How to complete this task: Go line by line through the records below. Copy whichever lines contain the string "result".

Data supplied:
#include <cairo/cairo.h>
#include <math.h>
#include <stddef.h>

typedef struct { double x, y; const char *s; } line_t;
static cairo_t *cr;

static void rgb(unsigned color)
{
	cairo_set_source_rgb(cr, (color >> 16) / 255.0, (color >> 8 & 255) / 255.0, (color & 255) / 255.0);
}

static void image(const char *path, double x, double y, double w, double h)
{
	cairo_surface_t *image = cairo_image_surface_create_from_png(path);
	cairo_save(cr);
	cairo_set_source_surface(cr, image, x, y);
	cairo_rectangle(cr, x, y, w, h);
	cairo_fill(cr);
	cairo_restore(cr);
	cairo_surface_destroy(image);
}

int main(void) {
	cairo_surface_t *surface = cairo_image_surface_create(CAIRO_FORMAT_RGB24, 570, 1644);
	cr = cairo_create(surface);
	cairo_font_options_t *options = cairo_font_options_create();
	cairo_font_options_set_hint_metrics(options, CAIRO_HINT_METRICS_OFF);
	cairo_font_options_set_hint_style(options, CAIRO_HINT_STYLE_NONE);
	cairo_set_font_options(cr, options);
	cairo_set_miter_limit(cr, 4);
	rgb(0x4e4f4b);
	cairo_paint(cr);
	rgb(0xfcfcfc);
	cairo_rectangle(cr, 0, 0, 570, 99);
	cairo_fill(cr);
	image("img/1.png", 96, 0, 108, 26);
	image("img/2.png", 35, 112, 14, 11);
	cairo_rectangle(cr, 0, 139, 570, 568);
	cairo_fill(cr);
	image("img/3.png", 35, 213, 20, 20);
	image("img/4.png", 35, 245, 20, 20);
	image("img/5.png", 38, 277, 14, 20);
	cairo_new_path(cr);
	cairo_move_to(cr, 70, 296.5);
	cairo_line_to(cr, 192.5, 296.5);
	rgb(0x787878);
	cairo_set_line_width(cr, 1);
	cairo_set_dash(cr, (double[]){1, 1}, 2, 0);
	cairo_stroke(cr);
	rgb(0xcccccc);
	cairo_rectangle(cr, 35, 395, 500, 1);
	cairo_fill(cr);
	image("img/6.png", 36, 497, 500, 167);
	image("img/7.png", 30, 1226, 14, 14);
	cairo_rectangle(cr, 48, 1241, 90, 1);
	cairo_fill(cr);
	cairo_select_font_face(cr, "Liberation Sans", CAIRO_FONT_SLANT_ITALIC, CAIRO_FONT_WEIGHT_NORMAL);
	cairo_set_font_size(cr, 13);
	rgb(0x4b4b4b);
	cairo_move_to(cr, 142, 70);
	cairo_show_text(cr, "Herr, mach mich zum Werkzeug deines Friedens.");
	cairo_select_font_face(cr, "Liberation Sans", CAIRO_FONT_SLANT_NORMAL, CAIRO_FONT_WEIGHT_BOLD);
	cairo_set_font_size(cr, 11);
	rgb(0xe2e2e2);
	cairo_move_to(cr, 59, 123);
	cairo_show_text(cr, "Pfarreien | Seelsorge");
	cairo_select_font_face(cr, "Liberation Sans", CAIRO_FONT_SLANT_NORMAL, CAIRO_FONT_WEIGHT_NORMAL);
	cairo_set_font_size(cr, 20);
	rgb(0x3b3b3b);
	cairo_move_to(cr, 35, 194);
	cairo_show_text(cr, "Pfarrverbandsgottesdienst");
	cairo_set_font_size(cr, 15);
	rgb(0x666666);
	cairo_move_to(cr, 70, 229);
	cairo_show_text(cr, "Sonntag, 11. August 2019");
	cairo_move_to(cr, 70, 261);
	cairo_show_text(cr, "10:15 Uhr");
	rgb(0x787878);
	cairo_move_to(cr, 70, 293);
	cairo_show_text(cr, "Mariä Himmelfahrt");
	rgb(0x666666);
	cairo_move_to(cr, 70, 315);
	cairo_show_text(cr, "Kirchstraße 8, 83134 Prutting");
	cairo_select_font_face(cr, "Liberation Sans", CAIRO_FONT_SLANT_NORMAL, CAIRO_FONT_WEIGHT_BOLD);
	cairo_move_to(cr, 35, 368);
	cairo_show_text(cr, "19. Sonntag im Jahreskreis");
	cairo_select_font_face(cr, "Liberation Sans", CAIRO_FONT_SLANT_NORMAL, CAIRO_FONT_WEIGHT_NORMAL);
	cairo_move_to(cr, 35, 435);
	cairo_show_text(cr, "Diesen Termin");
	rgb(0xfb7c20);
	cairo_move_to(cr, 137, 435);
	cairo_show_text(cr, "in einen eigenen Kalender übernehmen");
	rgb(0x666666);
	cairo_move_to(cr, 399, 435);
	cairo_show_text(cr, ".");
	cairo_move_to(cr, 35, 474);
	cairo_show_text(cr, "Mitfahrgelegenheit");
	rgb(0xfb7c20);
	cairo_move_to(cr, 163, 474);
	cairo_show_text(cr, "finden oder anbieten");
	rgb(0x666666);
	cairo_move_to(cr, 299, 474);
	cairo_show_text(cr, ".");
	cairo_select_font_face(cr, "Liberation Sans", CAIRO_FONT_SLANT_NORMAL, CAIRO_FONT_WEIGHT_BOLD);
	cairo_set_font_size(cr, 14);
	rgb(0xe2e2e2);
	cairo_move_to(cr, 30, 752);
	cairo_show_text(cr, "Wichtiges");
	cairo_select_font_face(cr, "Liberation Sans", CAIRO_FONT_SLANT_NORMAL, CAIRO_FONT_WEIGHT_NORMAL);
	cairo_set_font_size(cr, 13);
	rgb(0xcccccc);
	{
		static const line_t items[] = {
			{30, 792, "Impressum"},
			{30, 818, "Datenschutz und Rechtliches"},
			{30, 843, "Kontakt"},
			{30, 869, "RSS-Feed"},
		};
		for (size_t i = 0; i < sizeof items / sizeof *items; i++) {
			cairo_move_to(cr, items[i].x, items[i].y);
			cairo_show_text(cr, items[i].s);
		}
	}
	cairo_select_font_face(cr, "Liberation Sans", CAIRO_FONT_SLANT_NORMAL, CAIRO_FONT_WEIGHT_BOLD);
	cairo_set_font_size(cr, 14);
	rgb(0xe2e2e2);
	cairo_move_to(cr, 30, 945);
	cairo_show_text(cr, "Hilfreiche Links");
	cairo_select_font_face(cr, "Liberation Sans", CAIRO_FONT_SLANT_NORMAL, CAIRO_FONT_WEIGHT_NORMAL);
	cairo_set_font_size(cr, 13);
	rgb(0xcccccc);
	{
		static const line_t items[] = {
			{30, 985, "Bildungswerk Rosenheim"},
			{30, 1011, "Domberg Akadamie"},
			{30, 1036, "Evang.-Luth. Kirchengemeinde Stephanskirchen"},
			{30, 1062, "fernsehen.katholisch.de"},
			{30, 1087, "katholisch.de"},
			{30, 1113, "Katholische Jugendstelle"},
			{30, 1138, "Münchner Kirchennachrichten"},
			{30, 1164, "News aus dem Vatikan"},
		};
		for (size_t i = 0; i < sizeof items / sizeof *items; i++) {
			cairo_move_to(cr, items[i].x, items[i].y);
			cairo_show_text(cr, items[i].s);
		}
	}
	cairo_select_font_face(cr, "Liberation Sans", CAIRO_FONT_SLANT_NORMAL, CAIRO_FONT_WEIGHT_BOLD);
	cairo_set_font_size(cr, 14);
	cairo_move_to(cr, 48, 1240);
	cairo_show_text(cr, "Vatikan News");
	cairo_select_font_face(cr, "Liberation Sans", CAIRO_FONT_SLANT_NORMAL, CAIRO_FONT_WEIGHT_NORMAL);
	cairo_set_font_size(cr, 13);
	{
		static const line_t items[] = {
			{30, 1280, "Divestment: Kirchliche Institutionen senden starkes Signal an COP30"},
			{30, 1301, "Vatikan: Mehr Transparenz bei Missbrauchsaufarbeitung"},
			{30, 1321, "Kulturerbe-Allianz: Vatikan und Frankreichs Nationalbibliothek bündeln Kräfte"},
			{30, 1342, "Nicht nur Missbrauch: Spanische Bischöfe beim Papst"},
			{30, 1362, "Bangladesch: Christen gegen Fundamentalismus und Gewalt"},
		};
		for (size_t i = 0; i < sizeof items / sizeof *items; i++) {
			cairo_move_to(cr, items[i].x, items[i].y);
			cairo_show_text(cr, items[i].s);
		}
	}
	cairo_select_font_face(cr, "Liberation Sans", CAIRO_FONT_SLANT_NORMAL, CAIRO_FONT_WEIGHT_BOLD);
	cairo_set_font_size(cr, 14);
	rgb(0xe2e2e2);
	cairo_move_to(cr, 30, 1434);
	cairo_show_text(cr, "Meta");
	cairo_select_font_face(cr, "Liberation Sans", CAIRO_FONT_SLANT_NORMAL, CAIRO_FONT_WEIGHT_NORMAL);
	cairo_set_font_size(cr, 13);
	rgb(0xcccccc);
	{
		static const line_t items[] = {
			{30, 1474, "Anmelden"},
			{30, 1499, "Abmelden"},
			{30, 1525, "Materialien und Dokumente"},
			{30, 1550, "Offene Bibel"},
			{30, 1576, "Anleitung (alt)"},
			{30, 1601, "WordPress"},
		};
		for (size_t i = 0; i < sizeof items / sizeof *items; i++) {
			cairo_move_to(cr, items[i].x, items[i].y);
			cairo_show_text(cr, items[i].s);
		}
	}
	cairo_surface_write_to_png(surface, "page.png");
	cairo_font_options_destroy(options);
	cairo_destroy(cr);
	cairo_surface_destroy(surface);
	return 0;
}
* * *
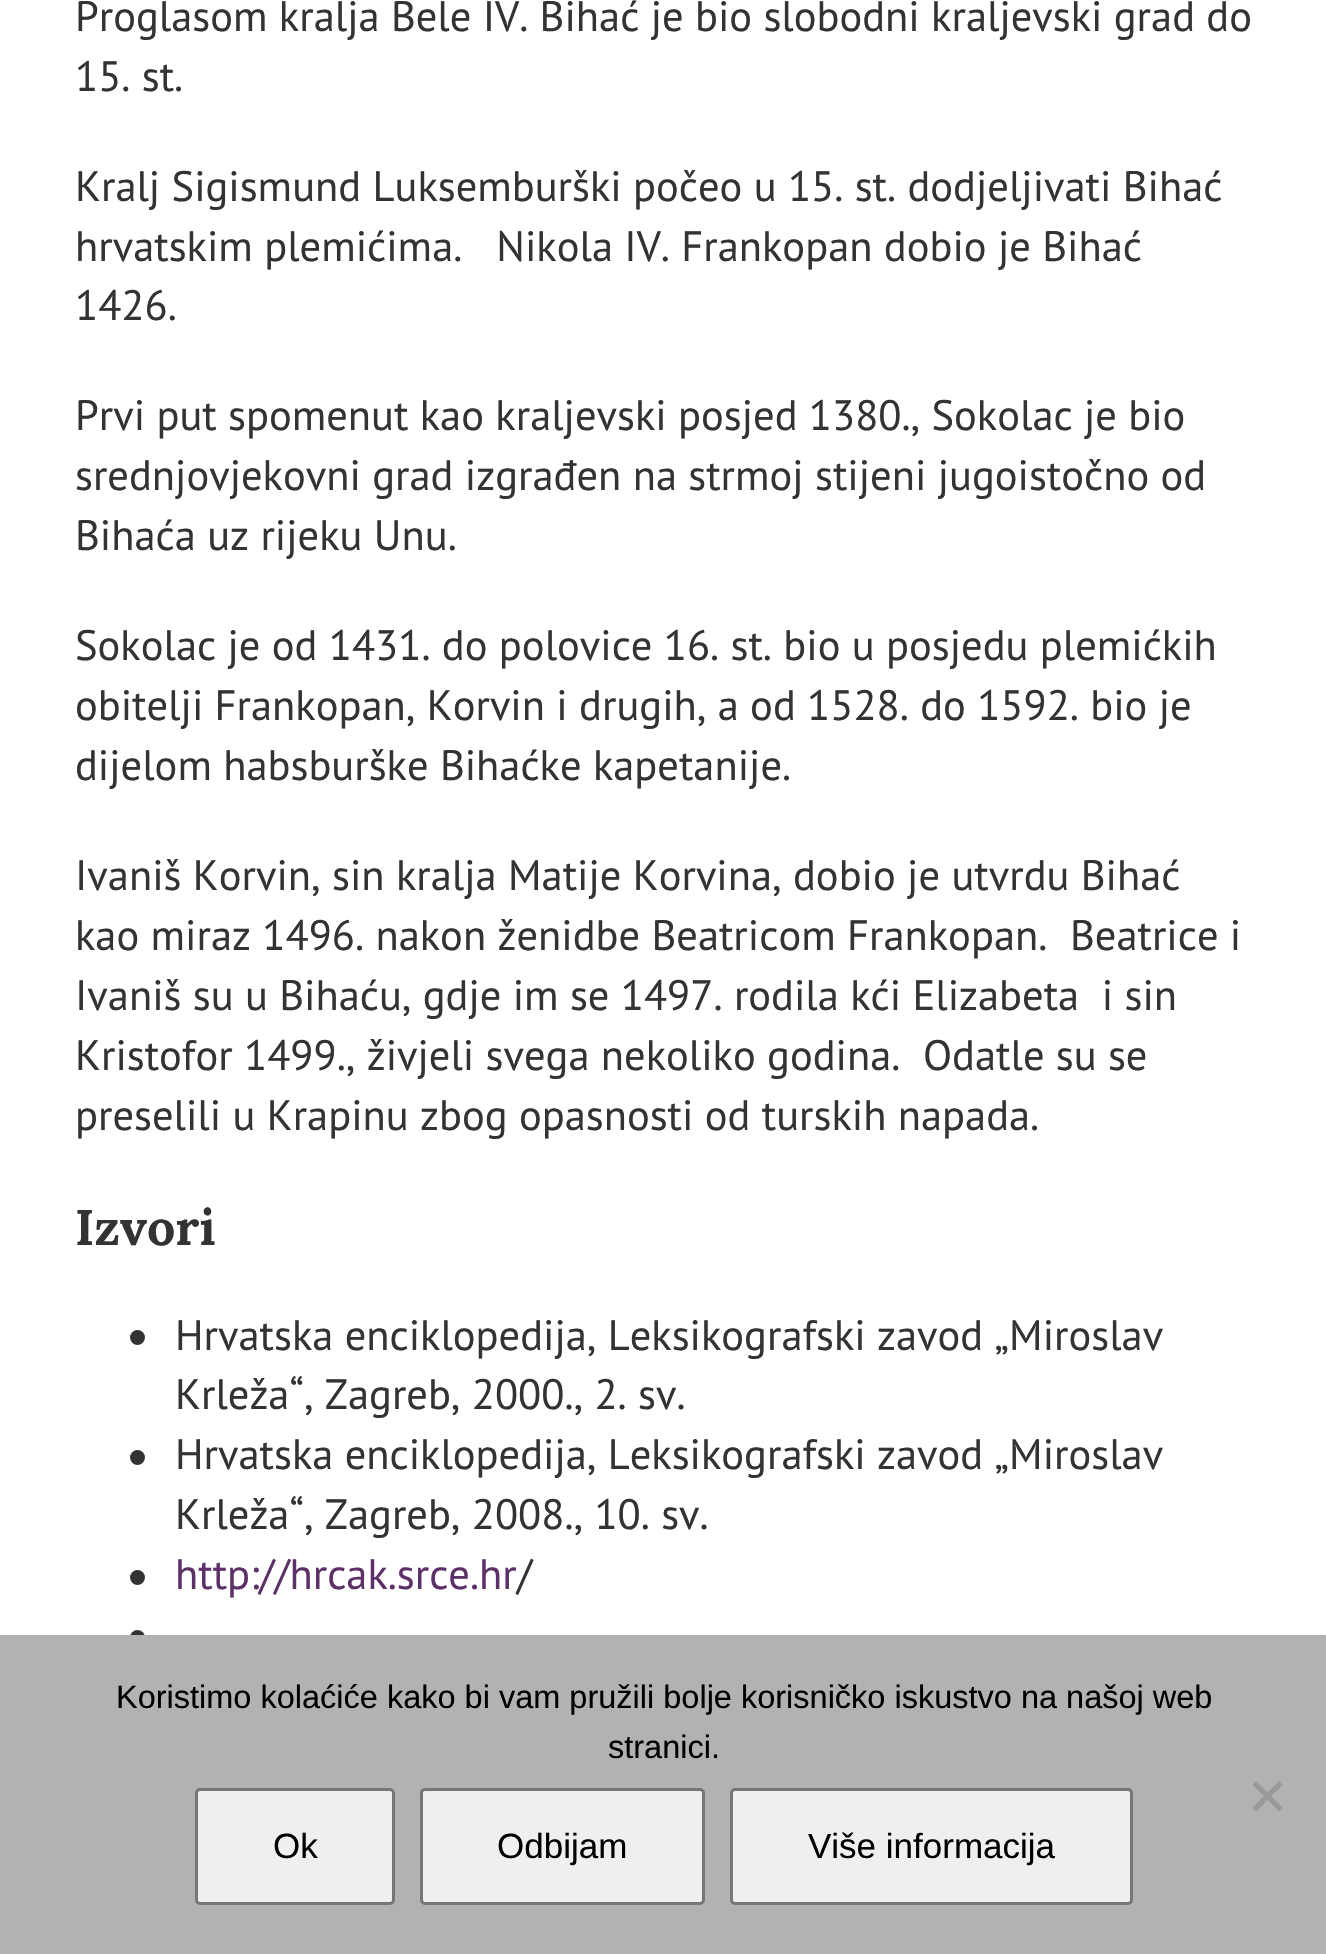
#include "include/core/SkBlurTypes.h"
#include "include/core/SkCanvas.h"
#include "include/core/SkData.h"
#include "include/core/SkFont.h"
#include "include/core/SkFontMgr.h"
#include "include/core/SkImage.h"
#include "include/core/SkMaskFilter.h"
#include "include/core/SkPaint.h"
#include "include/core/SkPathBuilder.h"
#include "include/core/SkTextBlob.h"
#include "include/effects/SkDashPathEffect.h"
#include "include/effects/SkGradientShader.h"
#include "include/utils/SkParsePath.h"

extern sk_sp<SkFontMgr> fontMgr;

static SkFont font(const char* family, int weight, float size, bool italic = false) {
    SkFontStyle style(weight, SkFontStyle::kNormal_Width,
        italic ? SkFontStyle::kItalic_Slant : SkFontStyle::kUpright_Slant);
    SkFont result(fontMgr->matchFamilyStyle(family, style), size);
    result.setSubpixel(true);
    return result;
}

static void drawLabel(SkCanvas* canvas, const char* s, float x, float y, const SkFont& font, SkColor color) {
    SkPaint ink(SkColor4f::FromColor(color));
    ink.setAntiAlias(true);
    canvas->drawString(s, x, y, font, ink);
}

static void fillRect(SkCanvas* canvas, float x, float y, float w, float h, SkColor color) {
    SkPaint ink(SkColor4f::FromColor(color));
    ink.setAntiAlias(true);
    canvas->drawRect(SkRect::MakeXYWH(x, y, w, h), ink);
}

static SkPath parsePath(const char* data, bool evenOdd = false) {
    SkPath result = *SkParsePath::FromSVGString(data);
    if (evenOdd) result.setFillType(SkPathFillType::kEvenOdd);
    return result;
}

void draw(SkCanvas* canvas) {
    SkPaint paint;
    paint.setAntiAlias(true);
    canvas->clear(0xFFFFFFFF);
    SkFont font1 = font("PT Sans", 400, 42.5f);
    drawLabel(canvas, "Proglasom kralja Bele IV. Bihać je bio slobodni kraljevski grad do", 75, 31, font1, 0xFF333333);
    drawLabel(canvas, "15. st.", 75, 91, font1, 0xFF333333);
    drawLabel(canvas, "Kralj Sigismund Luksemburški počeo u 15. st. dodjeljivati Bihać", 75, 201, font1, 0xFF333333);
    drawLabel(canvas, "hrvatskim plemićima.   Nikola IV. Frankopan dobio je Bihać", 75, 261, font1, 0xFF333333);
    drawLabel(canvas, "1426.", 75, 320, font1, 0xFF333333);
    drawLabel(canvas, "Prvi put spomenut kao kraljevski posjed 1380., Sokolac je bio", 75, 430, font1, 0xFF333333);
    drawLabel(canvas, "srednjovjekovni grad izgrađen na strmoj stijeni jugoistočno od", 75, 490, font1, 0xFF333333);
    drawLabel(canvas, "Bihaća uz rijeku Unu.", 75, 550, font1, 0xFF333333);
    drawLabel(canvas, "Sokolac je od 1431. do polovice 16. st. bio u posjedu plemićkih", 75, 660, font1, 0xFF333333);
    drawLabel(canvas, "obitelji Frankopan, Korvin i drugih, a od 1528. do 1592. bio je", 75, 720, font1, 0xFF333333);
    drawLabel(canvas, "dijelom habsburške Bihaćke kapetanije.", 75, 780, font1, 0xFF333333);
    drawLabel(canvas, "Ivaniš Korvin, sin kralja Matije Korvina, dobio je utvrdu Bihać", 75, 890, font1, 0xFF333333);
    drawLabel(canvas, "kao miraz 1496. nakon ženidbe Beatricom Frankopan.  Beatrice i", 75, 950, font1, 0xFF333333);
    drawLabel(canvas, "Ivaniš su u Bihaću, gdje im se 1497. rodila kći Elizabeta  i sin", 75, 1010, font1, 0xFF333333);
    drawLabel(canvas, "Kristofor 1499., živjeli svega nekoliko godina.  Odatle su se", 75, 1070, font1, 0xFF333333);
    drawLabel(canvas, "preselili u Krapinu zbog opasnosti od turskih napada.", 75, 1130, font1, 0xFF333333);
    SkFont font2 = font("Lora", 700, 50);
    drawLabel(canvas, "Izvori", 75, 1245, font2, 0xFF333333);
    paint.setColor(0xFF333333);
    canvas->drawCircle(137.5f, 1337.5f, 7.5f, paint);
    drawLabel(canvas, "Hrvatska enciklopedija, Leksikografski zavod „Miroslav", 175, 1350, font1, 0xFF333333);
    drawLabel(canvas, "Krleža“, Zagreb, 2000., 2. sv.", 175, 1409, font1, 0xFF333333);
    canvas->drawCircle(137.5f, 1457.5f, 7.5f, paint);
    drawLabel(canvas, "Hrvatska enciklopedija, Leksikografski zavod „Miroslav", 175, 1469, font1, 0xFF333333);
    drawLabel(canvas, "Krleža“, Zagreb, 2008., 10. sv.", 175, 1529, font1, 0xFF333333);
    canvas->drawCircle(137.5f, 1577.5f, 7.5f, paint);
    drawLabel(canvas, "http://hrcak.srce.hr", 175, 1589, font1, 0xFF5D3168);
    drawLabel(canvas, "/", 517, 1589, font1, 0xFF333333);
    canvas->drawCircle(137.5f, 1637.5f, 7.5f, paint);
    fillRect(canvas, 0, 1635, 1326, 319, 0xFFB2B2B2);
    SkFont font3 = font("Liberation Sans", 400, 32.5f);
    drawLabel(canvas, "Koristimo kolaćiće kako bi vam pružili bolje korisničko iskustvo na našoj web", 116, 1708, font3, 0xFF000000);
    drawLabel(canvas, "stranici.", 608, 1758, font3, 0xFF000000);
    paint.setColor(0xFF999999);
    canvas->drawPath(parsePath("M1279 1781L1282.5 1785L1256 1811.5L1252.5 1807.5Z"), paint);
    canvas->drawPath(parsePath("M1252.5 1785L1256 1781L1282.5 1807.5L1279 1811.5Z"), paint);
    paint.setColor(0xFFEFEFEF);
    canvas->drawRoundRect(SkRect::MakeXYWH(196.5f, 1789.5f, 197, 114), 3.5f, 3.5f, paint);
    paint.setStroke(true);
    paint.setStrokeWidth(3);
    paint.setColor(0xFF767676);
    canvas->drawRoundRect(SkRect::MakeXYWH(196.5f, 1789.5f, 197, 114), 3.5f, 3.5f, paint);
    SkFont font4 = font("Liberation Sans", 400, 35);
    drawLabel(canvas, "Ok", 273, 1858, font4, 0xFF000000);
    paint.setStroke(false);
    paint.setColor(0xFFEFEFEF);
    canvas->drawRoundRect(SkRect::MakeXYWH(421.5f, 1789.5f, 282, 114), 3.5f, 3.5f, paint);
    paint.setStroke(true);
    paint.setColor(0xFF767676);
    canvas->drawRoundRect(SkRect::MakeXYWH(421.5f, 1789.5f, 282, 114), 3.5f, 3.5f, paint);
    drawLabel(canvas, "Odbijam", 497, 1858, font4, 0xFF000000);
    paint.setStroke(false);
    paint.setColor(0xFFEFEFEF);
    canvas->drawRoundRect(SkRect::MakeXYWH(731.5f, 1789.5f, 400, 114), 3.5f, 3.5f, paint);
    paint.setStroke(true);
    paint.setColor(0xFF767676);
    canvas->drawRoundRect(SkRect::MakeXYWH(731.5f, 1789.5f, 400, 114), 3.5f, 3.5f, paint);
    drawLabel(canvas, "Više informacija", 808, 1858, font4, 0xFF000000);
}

Answer area:
    SkFont result(fontMgr->matchFamilyStyle(family, style), size);
    result.setSubpixel(true);
    return result;
    SkPath result = *SkParsePath::FromSVGString(data);
    if (evenOdd) result.setFillType(SkPathFillType::kEvenOdd);
    return result;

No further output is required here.